### Provided data
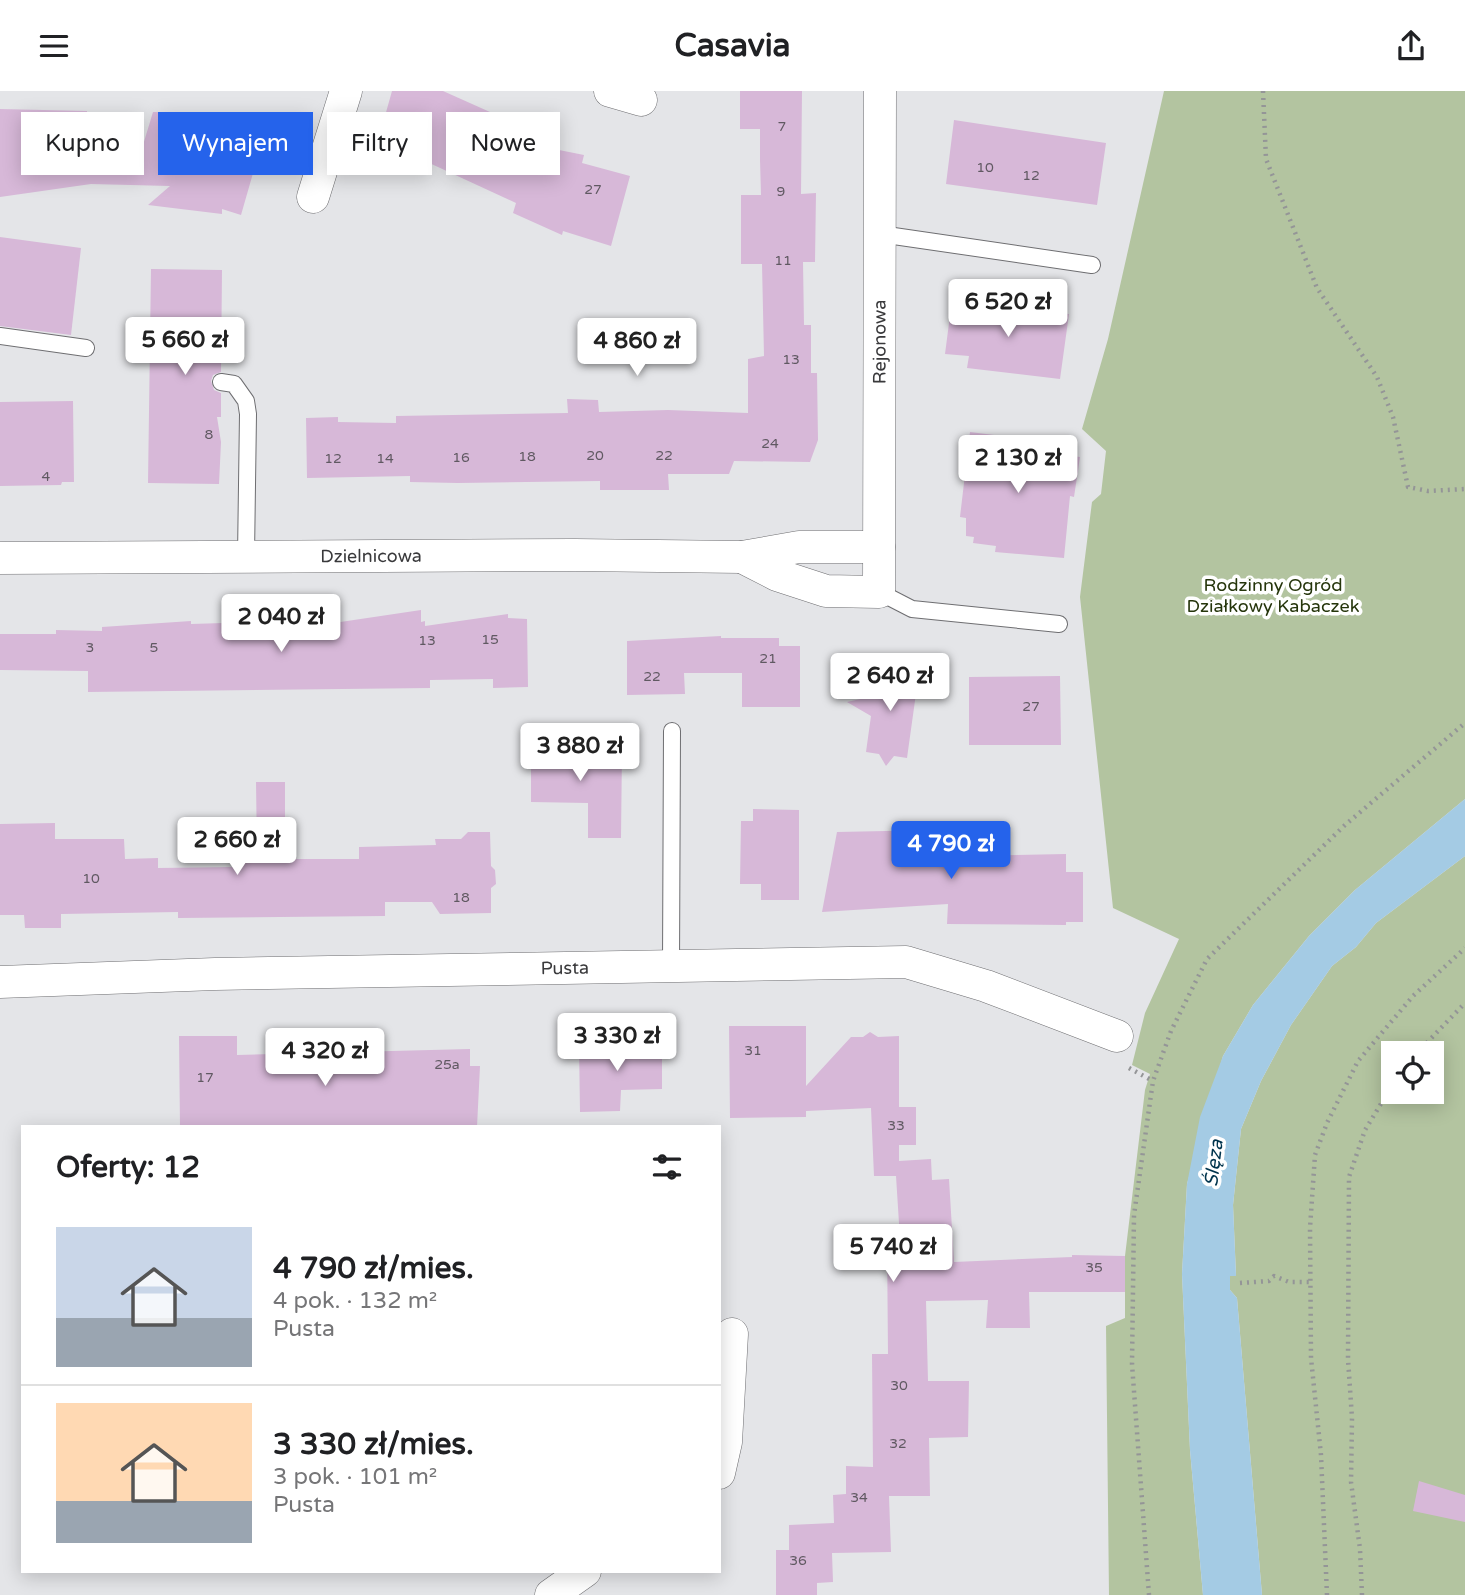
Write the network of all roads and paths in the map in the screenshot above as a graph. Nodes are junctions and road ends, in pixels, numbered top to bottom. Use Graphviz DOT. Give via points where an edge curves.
graph roads {
  1 [pos="346,91"];
  2 [pos="610,91"];
  3 [pos="880,91"];
  4 [pos="1263,91"];
  5 [pos="641,100"];
  6 [pos="313,197"];
  7 [pos="880,234"];
  8 [pos="1092,265"];
  9 [pos="0,336"];
  10 [pos="86,348"];
  11 [pos="221,382"];
  12 [pos="1465,489"];
  13 [pos="879,547"];
  14 [pos="246,556"];
  15 [pos="741,557"];
  16 [pos="0,558"];
  17 [pos="879,592"];
  18 [pos="1059,624"];
  19 [pos="1465,723"];
  20 [pos="672,731"];
  21 [pos="1465,948"];
  22 [pos="671,966"];
  23 [pos="0,982"];
  24 [pos="1465,1003"];
  25 [pos="1117,1036"];
  26 [pos="1429,1041"];
  27 [pos="1381,1104"];
  28 [pos="1310,1282"];
  29 [pos="1240,1283"];
  30 [pos="732,1334"];
  31 [pos="721,1464"];
  32 [pos="582,1573"];
  33 [pos="551,1595"];
  34 [pos="1149,1595"];
  35 [pos="1327,1595"];
  36 [pos="1362,1595"];
  1 -- 6 [label="street"];
  2 -- 5 [label="street"];
  3 -- 7 [label="street, Rejonowa"];
  4 -- 12 [label="path" via="1266,159 1317,288 1377,377 1393,417 1408,487"];
  7 -- 8 [label="lane"];
  7 -- 13 [label="street, Rejonowa"];
  9 -- 10 [label="lane"];
  11 -- 14 [label="lane" via="234,384 246,401"];
  13 -- 15 [label="street, Dzielnicowa" via="799,547"];
  13 -- 17 [label="street, Rejonowa"];
  14 -- 15 [label="street, Dzielnicowa"];
  14 -- 16 [label="street, Dzielnicowa"];
  15 -- 17 [label="street, Dzielnicowa" via="826,591"];
  17 -- 18 [label="lane" via="912,609"];
  19 -- 34 [label="path" via="1345,825 1207,958 1171,1031 1153,1081 1134,1215 1132,1364"];
  20 -- 22 [label="lane"];
  21 -- 28 [label="path" via="1413,996 1358,1061 1327,1123 1315,1155"];
  22 -- 23 [label="street, Pusta"];
  22 -- 25 [label="street, Pusta" via="906,962 986,986"];
  24 -- 26 [label="path"];
  27 -- 36 [label="path" via="1365,1130 1349,1177 1351,1482"];
  28 -- 29 [label="path" via="1274,1276 1269,1281"];
  28 -- 35 [label="path"];
  30 -- 31 [label="street"];
  32 -- 33 [label="street"];
}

### Exercise objective
Every line of the listing that includes "Pusta" must be shown.

### Response to the exercise
  22 -- 23 [label="street, Pusta"];
  22 -- 25 [label="street, Pusta" via="906,962 986,986"];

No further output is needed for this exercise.